Purtroppo, però, la gente aveva la nefasta tendenza a morire nel verde.

Era un fenomeno ben documentato. Se gli omicidi avvenivano per lo più nel comfort di un'abitazione privata, le morti accidentali capitavano, quasi per definizione, in posti scomodi da raggiungere, umidi e in cima a una salita.

La vittima di quel giorno non faceva eccezione.

Fabio Parisi era morto su una scarpata fangosa in prossimità del fiume Vara. Per raggiungere il luogo del decesso era necessario attraversare un'area sconnessa e disagevole, inoltrarsi tra canneti e cespugli, affondare nel terreno ancora fradicio dopo l'ultimo acquazzone e arrampicarsi su per un pendio sdrucciolevole.

Come se non bastasse, Fabio Parisi aveva avuto anche il cattivo gusto di tirare le cuoia alle sette del mattino, poco dopo l'alba.

Naturalmente, perché la notizia raggiungesse il commissario Sensi, c'era voluto un po' di tempo, ma non abbastanza.
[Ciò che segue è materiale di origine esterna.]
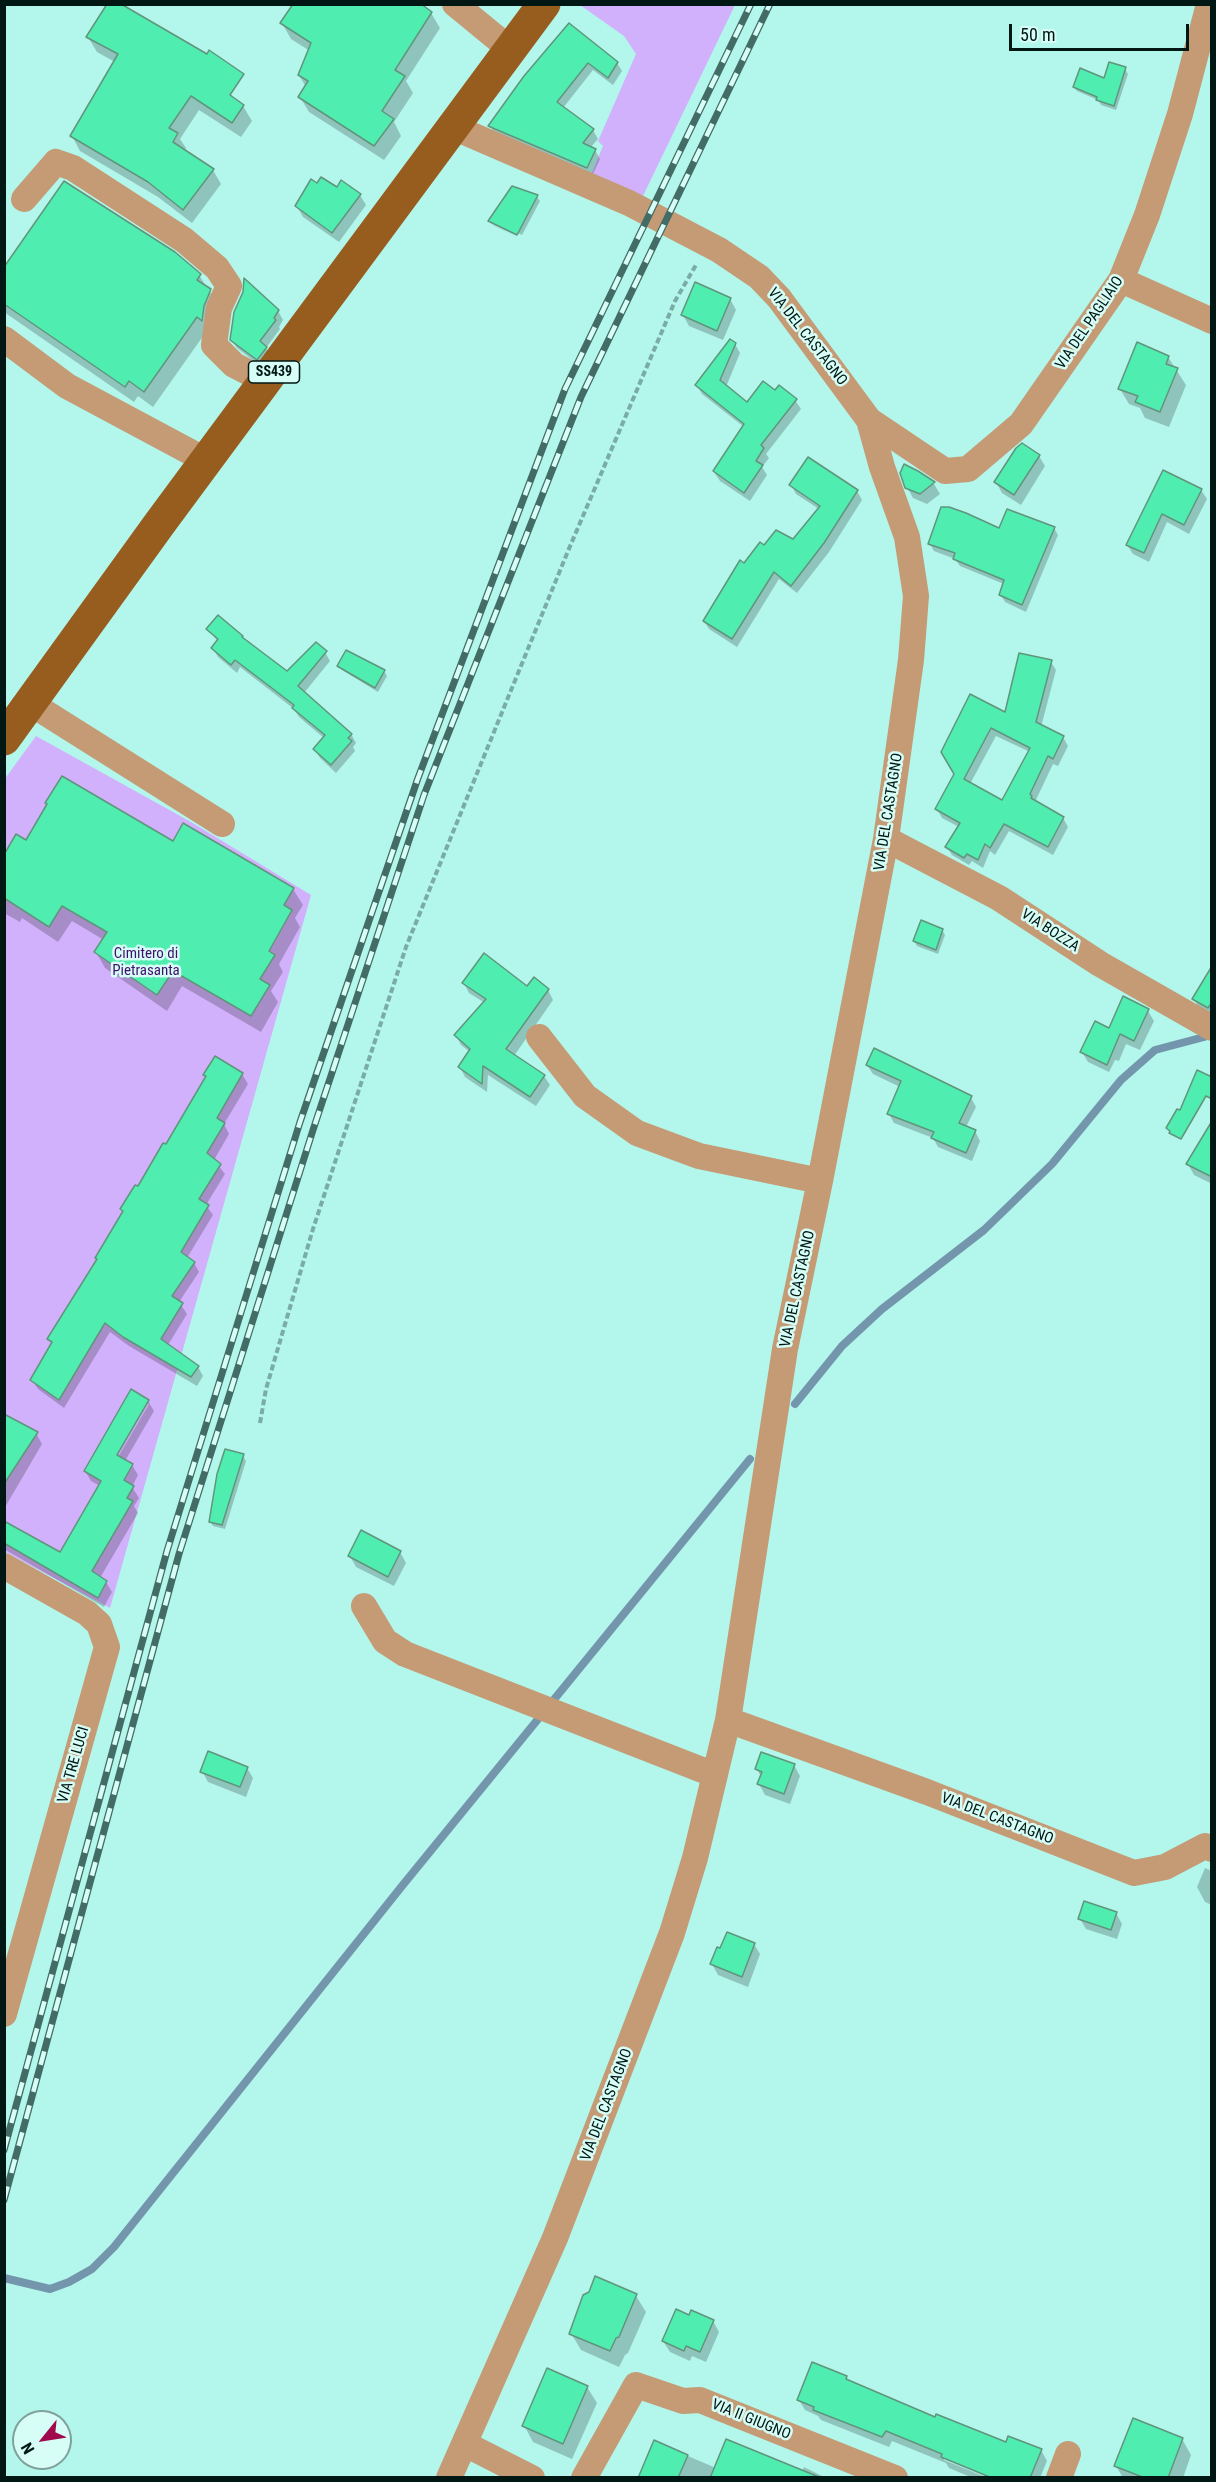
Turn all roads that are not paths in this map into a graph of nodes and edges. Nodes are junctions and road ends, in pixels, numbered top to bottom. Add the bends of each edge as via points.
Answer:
1 (455, 4) edge
2 (544, 4) edge
3 (1209, 4) edge
4 (511, 50) junction
5 (453, 127) junction
6 (24, 199) dead end
7 (1120, 280) junction
8 (1212, 321) edge
9 (4, 339) edge
10 (267, 382) junction
11 (869, 420) junction
12 (207, 461) junction
13 (30, 703) junction
14 (4, 740) edge
15 (222, 824) dead end
16 (886, 839) junction
17 (1212, 1028) edge
18 (539, 1037) dead end
19 (820, 1180) junction
20 (4, 1566) edge
21 (364, 1606) dead end
22 (728, 1720) junction
23 (715, 1775) junction
24 (1212, 1849) edge
25 (4, 2014) edge
26 (465, 2444) junction
27 (1068, 2454) dead end
28 (449, 2478) edge
29 (532, 2478) edge
30 (584, 2478) edge
31 (895, 2478) edge
32 (1059, 2478) edge

1 - 4 street
2 - 4 main road, SS439
3 - 7 street, VIA DEL PAGLIAIO via 1180,114 1147,215
4 - 5 main road, SS439
5 - 10 main road, SS439
5 - 11 street, VIA DEL CASTAGNO via 671,224 759,277 779,298
6 - 10 street via 56,162 74,168 184,240 217,268 229,286 219,308 213,345 234,365
7 - 8 street
7 - 11 street, VIA DEL PAGLIAIO via 1021,424 968,469 945,471
9 - 12 street via 67,386
10 - 12 main road, SS439
11 - 16 street, VIA DEL CASTAGNO via 907,537 916,596
12 - 13 main road, SS439
13 - 14 main road, SS439
13 - 15 street
16 - 17 street, VIA BOZZA via 999,898 1100,964
16 - 19 street, VIA DEL CASTAGNO
18 - 19 street via 585,1096 637,1133 699,1156
19 - 22 street, VIA DEL CASTAGNO via 785,1349
20 - 25 street, VIA TRE LUCI via 87,1612 99,1624 107,1647
21 - 23 street via 385,1641 405,1654
22 - 23 street, VIA DEL CASTAGNO
22 - 24 street, VIA DEL CASTAGNO via 1134,1872 1165,1867 1204,1846
23 - 26 street, VIA DEL CASTAGNO via 672,1933 555,2238
26 - 28 street, VIA DEL CASTAGNO
26 - 29 street
27 - 32 street
30 - 31 street, VIA II GIUGNO via 636,2385 683,2401 700,2400

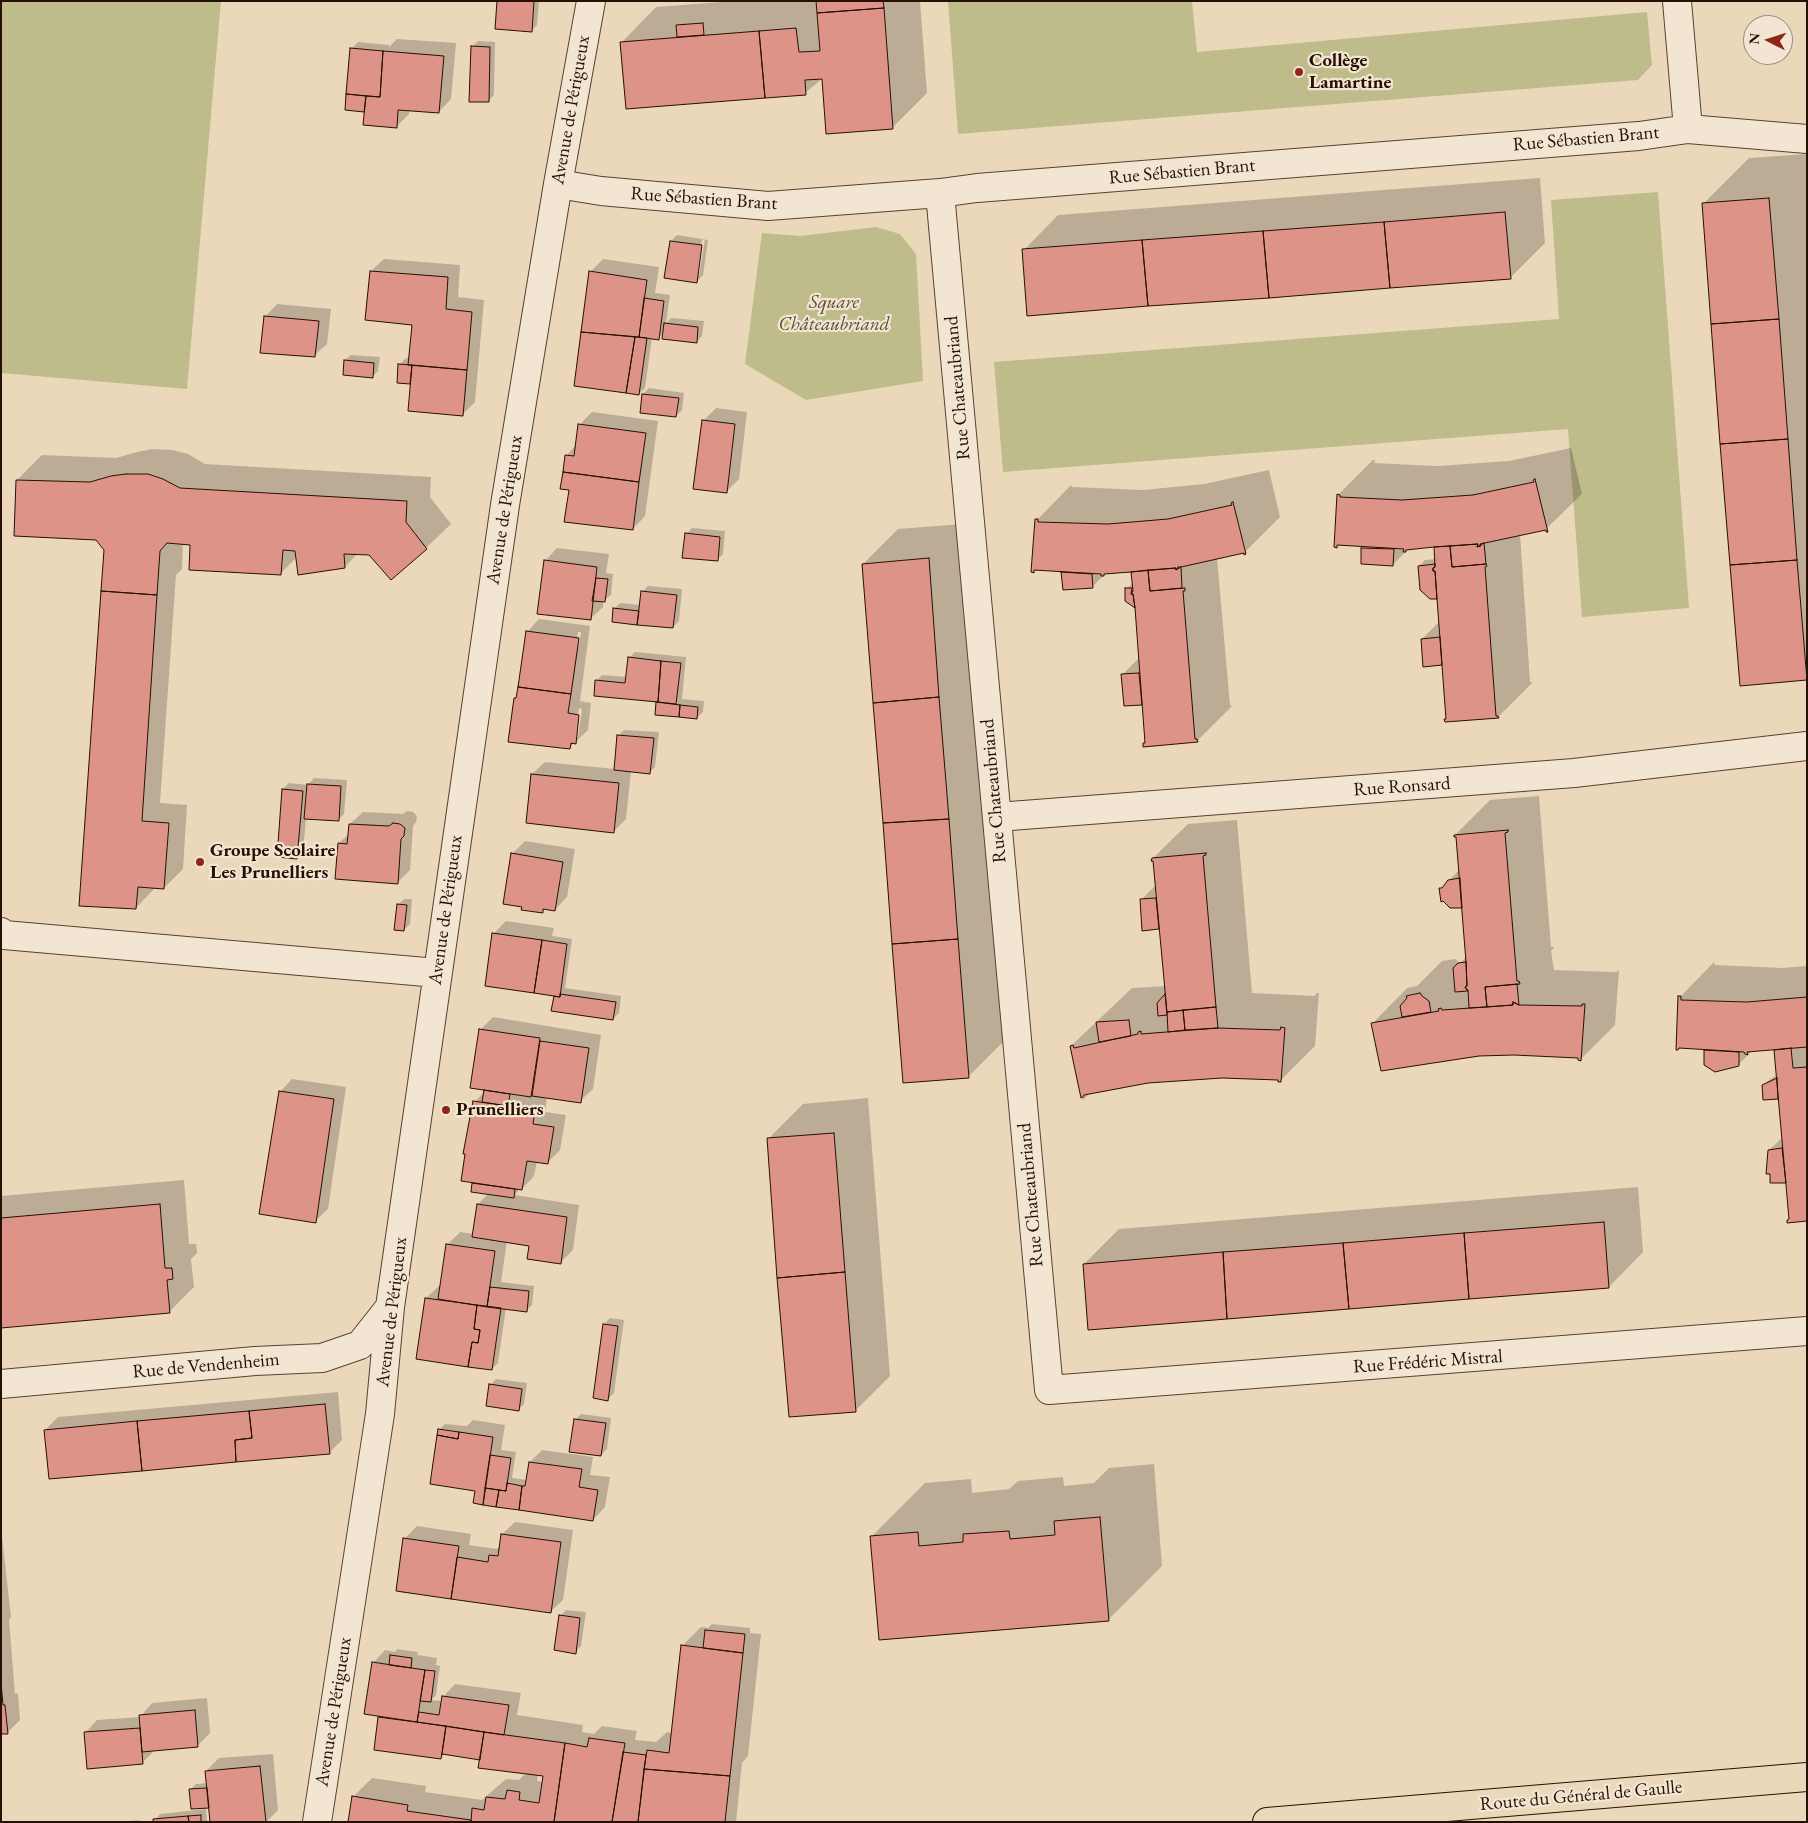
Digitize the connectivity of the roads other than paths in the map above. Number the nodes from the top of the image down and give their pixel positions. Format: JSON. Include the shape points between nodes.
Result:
{"nodes":[{"id":1,"x":591,"y":1,"type":"edge"},
{"id":2,"x":1677,"y":1,"type":"edge"},
{"id":3,"x":1688,"y":129,"type":"junction"},
{"id":4,"x":1807,"y":139,"type":"edge"},
{"id":5,"x":558,"y":184,"type":"junction"},
{"id":6,"x":940,"y":192,"type":"junction"},
{"id":7,"x":1807,"y":746,"type":"edge"},
{"id":8,"x":997,"y":817,"type":"junction"},
{"id":9,"x":1,"y":932,"type":"edge"},
{"id":10,"x":438,"y":973,"type":"junction"},
{"id":11,"x":390,"y":1307,"type":"junction"},
{"id":12,"x":1807,"y":1331,"type":"edge"},
{"id":13,"x":1,"y":1384,"type":"edge"},
{"id":14,"x":1049,"y":1390,"type":"joint"},
{"id":15,"x":1807,"y":1777,"type":"edge"},
{"id":16,"x":1479,"y":1813,"type":"edge"},
{"id":17,"x":1321,"y":1820,"type":"edge"},
{"id":18,"x":317,"y":1822,"type":"edge"},
{"id":19,"x":1266,"y":1822,"type":"edge"}],
"edges":[{"from":1,"to":5,"type":"street","name":"Avenue de Périgueux"},
{"from":2,"to":3,"type":"street"},
{"from":3,"to":4,"type":"street","name":"Rue Sébastien Brant"},
{"from":3,"to":6,"type":"street","name":"Rue Sébastien Brant","via":[[1639,136]]},
{"from":5,"to":6,"type":"street","name":"Rue Sébastien Brant","via":[[768,206]]},
{"from":5,"to":10,"type":"street","name":"Avenue de Périgueux","via":[[505,505]]},
{"from":6,"to":8,"type":"street","name":"Rue Chateaubriand"},
{"from":7,"to":8,"type":"street","name":"Rue Ronsard","via":[[1574,773]]},
{"from":8,"to":14,"type":"street","name":"Rue Chateaubriand"},
{"from":9,"to":10,"type":"street","via":[[4,935]]},
{"from":10,"to":11,"type":"street","name":"Avenue de Périgueux"},
{"from":11,"to":13,"type":"street","name":"Rue de Vendenheim","via":[[360,1345],[322,1358]]},
{"from":11,"to":18,"type":"street","name":"Avenue de Périgueux","via":[[380,1414]]},
{"from":12,"to":14,"type":"street","name":"Rue Frédéric Mistral"},
{"from":15,"to":16,"type":"main road","name":"Route du Général de Gaulle"},
{"from":16,"to":17,"type":"main road","name":"Route du Général de Gaulle"},
{"from":17,"to":19,"type":"main road","name":"Route du Général de Gaulle"}]}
Il corpo, purtroppo, era stato scoperto quasi subito.

A quel punto, era intervenuto un agente della guardia forestale, era stata contattata la polizia, e la polizia si era messa in moto: era stata avvertita la squadra mobile di competenza, che aveva dato il via a una serie di lancinanti telefonate mattutine, erano stati convocati un po' di ispettori a casaccio e, alla fine, quando era stato evidente che nessuno sarebbe riuscito a schivare quel caso, era stato avvisato anche il commissario.

Come a qualcuno fosse venuto in mente di chiamarlo era un mistero.

Nei suoi anni come capo della squadra mobile spezzina, Sensi aveva fatto di tutto per dimostrarsi un nullafacente vestito male e dal pessimo carattere. Era chiaro che la sua cattiva reputazione non era più quella di una volta, se avevano pensato di scomodarlo per un incidente di caccia. Eppure, era certo di non essersi mai mostrato zelante, appassionato o anche solo mediamente produttivo.

E, nonostante ciò, adesso Sensi si trovava con gli anfibi pieni di fango ad arrampicarsi su per una scarpata sdrucciolevole, alle dieci del mattino e con ben poche speranze di tornare alla civiltà in tempi ragionevoli, dove un tempo ragionevole sarebbe stato una frazione di secondo, per esempio.

«Quanto manca?» ripeté, per la terza o la quarta volta, continuando a seguire il didietro dell'ispettrice Riu su per il pendio.

L'ispettrice non si voltò nemmeno. «Poco» borbottò, come se il commissario fosse un bambino piccolo. E tanto Sensi non amava la natura, tanto la Riu non amava l'infanzia.

«Poco quanto?» chiese lui, subito dopo, con voce querula.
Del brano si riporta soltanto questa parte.